### [WORK ITEM]
Return all of the data below verbatim and exclude every picture.

### [DATA TO PROCESS]
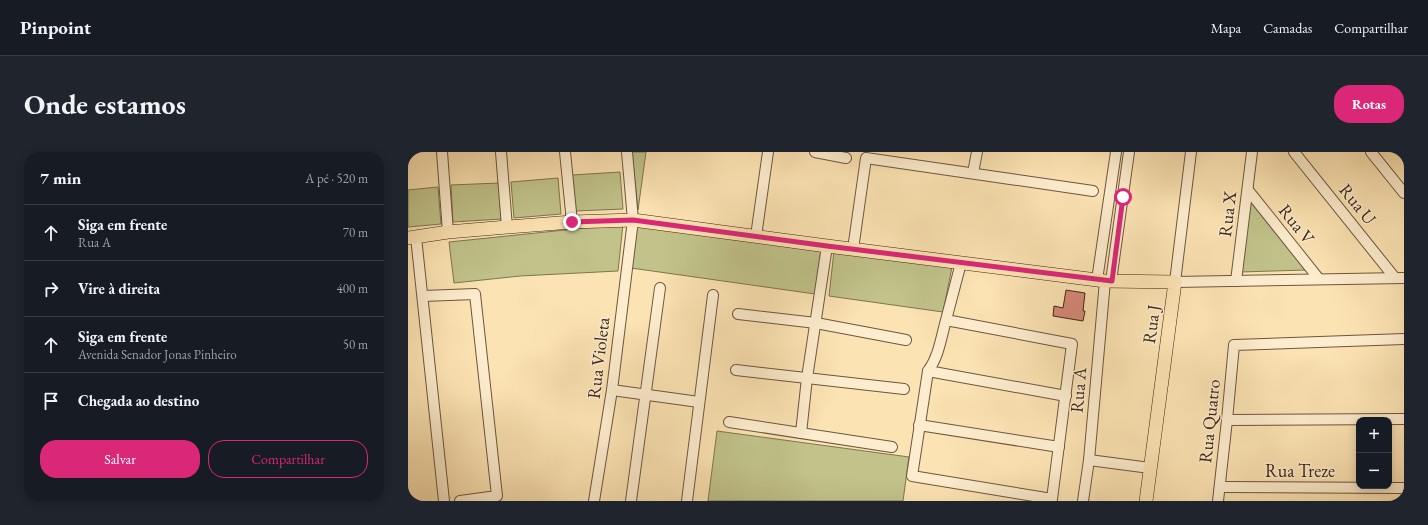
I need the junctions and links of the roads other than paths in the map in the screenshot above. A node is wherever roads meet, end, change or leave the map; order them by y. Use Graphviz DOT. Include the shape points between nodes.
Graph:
graph roads {
  1 [pos="442,152"];
  2 [pos="501,152"];
  3 [pos="565,152"];
  4 [pos="627,152"];
  5 [pos="768,152"];
  6 [pos="815,152"];
  7 [pos="977,152"];
  8 [pos="1116,152"];
  9 [pos="1129,152"];
  10 [pos="1191,152"];
  11 [pos="1252,152"];
  12 [pos="1294,152"];
  13 [pos="1371,152"];
  14 [pos="846,158"];
  15 [pos="973,173"];
  16 [pos="1248,190"];
  17 [pos="1093,191"];
  18 [pos="1404,193"];
  19 [pos="633,220"];
  20 [pos="572,222"];
  21 [pos="507,227"];
  22 [pos="448,232"];
  23 [pos="756,236"];
  24 [pos="412,238"];
  25 [pos="827,246"];
  26 [pos="853,249"];
  27 [pos="961,263"];
  28 [pos="1399,278"];
  29 [pos="1319,280"];
  30 [pos="1104,281"];
  31 [pos="1236,281"];
  32 [pos="1175,282"];
  33 [pos="660,288"];
  34 [pos="713,295"];
  35 [pos="423,296"];
  36 [pos="738,314"];
  37 [pos="946,320"];
  38 [pos="816,323"];
  39 [pos="1404,339"];
  40 [pos="906,340"];
  41 [pos="736,370"];
  42 [pos="928,371"];
  43 [pos="807,378"];
  44 [pos="904,389"];
  45 [pos="612,390"];
  46 [pos="645,395"];
  47 [pos="1066,396"];
  48 [pos="699,402"];
  49 [pos="1404,419"];
  50 [pos="1227,420"];
  51 [pos="728,422"];
  52 [pos="919,425"];
  53 [pos="801,433"];
  54 [pos="892,447"];
  55 [pos="1059,447"];
  56 [pos="1089,460"];
  57 [pos="1150,468"];
  58 [pos="1220,487"];
  59 [pos="1404,488"];
  60 [pos="444,501"];
  61 [pos="460,501"];
  62 [pos="594,501"];
  63 [pos="631,501"];
  64 [pos="687,501"];
  65 [pos="1083,501"];
  66 [pos="1146,501"];
  67 [pos="1218,501"];
  1 -- 22 [label="street"];
  2 -- 21 [label="street"];
  3 -- 20 [label="street"];
  4 -- 19 [label="street, Rua Violeta"];
  5 -- 23 [label="street"];
  6 -- 14 [label="street"];
  7 -- 15 [label="street"];
  8 -- 30 [label="street, Rua A"];
  9 -- 30 [label="street, Rua A"];
  10 -- 32 [label="street, Rua J"];
  11 -- 16 [label="street, Rua X"];
  12 -- 28 [label="street, Rua U"];
  13 -- 18 [label="street"];
  15 -- 17 [label="street"];
  15 -- 26 [label="street" via="866,158"];
  16 -- 29 [label="street, Rua V"];
  16 -- 31 [label="street, Rua X"];
  19 -- 20 [label="main road"];
  19 -- 23 [label="main road"];
  19 -- 45 [label="street, Rua Violeta"];
  20 -- 21 [label="main road"];
  21 -- 22 [label="main road"];
  22 -- 24 [label="main road"];
  23 -- 25 [label="main road"];
  24 -- 35 [label="street"];
  25 -- 26 [label="main road"];
  25 -- 38 [label="street"];
  26 -- 27 [label="main road"];
  27 -- 30 [label="main road"];
  27 -- 37 [label="street"];
  28 -- 29 [label="street"];
  29 -- 31 [label="street"];
  30 -- 32 [label="main road"];
  30 -- 56 [label="street, Rua A"];
  31 -- 32 [label="street"];
  32 -- 57 [label="main road, Rua J"];
  33 -- 46 [label="street"];
  34 -- 48 [label="street"];
  35 -- 60 [label="street"];
  35 -- 61 [label="street" via="475,294 497,496"];
  36 -- 38 [label="street"];
  37 -- 42 [label="street" via="938,352"];
  37 -- 47 [label="street" via="1072,344"];
  38 -- 40 [label="street"];
  38 -- 43 [label="street"];
  39 -- 50 [label="street, Rua Quatro" via="1234,345"];
  41 -- 43 [label="street"];
  42 -- 47 [label="street"];
  42 -- 52 [label="street"];
  43 -- 44 [label="street"];
  43 -- 53 [label="street"];
  45 -- 46 [label="street"];
  45 -- 62 [label="street, Rua Violeta"];
  46 -- 48 [label="street"];
  46 -- 63 [label="street"];
  47 -- 55 [label="street"];
  48 -- 64 [label="street"];
  49 -- 50 [label="street"];
  50 -- 58 [label="street, Rua Quatro"];
  51 -- 53 [label="street"];
  52 -- 55 [label="street"];
  52 -- 55 [label="street" via="912,476 1052,499"];
  53 -- 54 [label="street"];
  56 -- 57 [label="street"];
  56 -- 65 [label="street, Rua A"];
  57 -- 66 [label="main road, Rua J"];
  58 -- 59 [label="street, Rua Treze"];
  58 -- 67 [label="street, Rua Quatro"];
}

### [EXERCISE OUTPUT]
I need the junctions and links of the roads other than paths in the map in the screenshot above. A node is wherever roads meet, end, change or leave the map; order them by y. Use Graphviz DOT. Include the shape points between nodes.
Graph:
graph roads {
  1 [pos="442,152"];
  2 [pos="501,152"];
  3 [pos="565,152"];
  4 [pos="627,152"];
  5 [pos="768,152"];
  6 [pos="815,152"];
  7 [pos="977,152"];
  8 [pos="1116,152"];
  9 [pos="1129,152"];
  10 [pos="1191,152"];
  11 [pos="1252,152"];
  12 [pos="1294,152"];
  13 [pos="1371,152"];
  14 [pos="846,158"];
  15 [pos="973,173"];
  16 [pos="1248,190"];
  17 [pos="1093,191"];
  18 [pos="1404,193"];
  19 [pos="633,220"];
  20 [pos="572,222"];
  21 [pos="507,227"];
  22 [pos="448,232"];
  23 [pos="756,236"];
  24 [pos="412,238"];
  25 [pos="827,246"];
  26 [pos="853,249"];
  27 [pos="961,263"];
  28 [pos="1399,278"];
  29 [pos="1319,280"];
  30 [pos="1104,281"];
  31 [pos="1236,281"];
  32 [pos="1175,282"];
  33 [pos="660,288"];
  34 [pos="713,295"];
  35 [pos="423,296"];
  36 [pos="738,314"];
  37 [pos="946,320"];
  38 [pos="816,323"];
  39 [pos="1404,339"];
  40 [pos="906,340"];
  41 [pos="736,370"];
  42 [pos="928,371"];
  43 [pos="807,378"];
  44 [pos="904,389"];
  45 [pos="612,390"];
  46 [pos="645,395"];
  47 [pos="1066,396"];
  48 [pos="699,402"];
  49 [pos="1404,419"];
  50 [pos="1227,420"];
  51 [pos="728,422"];
  52 [pos="919,425"];
  53 [pos="801,433"];
  54 [pos="892,447"];
  55 [pos="1059,447"];
  56 [pos="1089,460"];
  57 [pos="1150,468"];
  58 [pos="1220,487"];
  59 [pos="1404,488"];
  60 [pos="444,501"];
  61 [pos="460,501"];
  62 [pos="594,501"];
  63 [pos="631,501"];
  64 [pos="687,501"];
  65 [pos="1083,501"];
  66 [pos="1146,501"];
  67 [pos="1218,501"];
  1 -- 22 [label="street"];
  2 -- 21 [label="street"];
  3 -- 20 [label="street"];
  4 -- 19 [label="street, Rua Violeta"];
  5 -- 23 [label="street"];
  6 -- 14 [label="street"];
  7 -- 15 [label="street"];
  8 -- 30 [label="street, Rua A"];
  9 -- 30 [label="street, Rua A"];
  10 -- 32 [label="street, Rua J"];
  11 -- 16 [label="street, Rua X"];
  12 -- 28 [label="street, Rua U"];
  13 -- 18 [label="street"];
  15 -- 17 [label="street"];
  15 -- 26 [label="street" via="866,158"];
  16 -- 29 [label="street, Rua V"];
  16 -- 31 [label="street, Rua X"];
  19 -- 20 [label="main road"];
  19 -- 23 [label="main road"];
  19 -- 45 [label="street, Rua Violeta"];
  20 -- 21 [label="main road"];
  21 -- 22 [label="main road"];
  22 -- 24 [label="main road"];
  23 -- 25 [label="main road"];
  24 -- 35 [label="street"];
  25 -- 26 [label="main road"];
  25 -- 38 [label="street"];
  26 -- 27 [label="main road"];
  27 -- 30 [label="main road"];
  27 -- 37 [label="street"];
  28 -- 29 [label="street"];
  29 -- 31 [label="street"];
  30 -- 32 [label="main road"];
  30 -- 56 [label="street, Rua A"];
  31 -- 32 [label="street"];
  32 -- 57 [label="main road, Rua J"];
  33 -- 46 [label="street"];
  34 -- 48 [label="street"];
  35 -- 60 [label="street"];
  35 -- 61 [label="street" via="475,294 497,496"];
  36 -- 38 [label="street"];
  37 -- 42 [label="street" via="938,352"];
  37 -- 47 [label="street" via="1072,344"];
  38 -- 40 [label="street"];
  38 -- 43 [label="street"];
  39 -- 50 [label="street, Rua Quatro" via="1234,345"];
  41 -- 43 [label="street"];
  42 -- 47 [label="street"];
  42 -- 52 [label="street"];
  43 -- 44 [label="street"];
  43 -- 53 [label="street"];
  45 -- 46 [label="street"];
  45 -- 62 [label="street, Rua Violeta"];
  46 -- 48 [label="street"];
  46 -- 63 [label="street"];
  47 -- 55 [label="street"];
  48 -- 64 [label="street"];
  49 -- 50 [label="street"];
  50 -- 58 [label="street, Rua Quatro"];
  51 -- 53 [label="street"];
  52 -- 55 [label="street"];
  52 -- 55 [label="street" via="912,476 1052,499"];
  53 -- 54 [label="street"];
  56 -- 57 [label="street"];
  56 -- 65 [label="street, Rua A"];
  57 -- 66 [label="main road, Rua J"];
  58 -- 59 [label="street, Rua Treze"];
  58 -- 67 [label="street, Rua Quatro"];
}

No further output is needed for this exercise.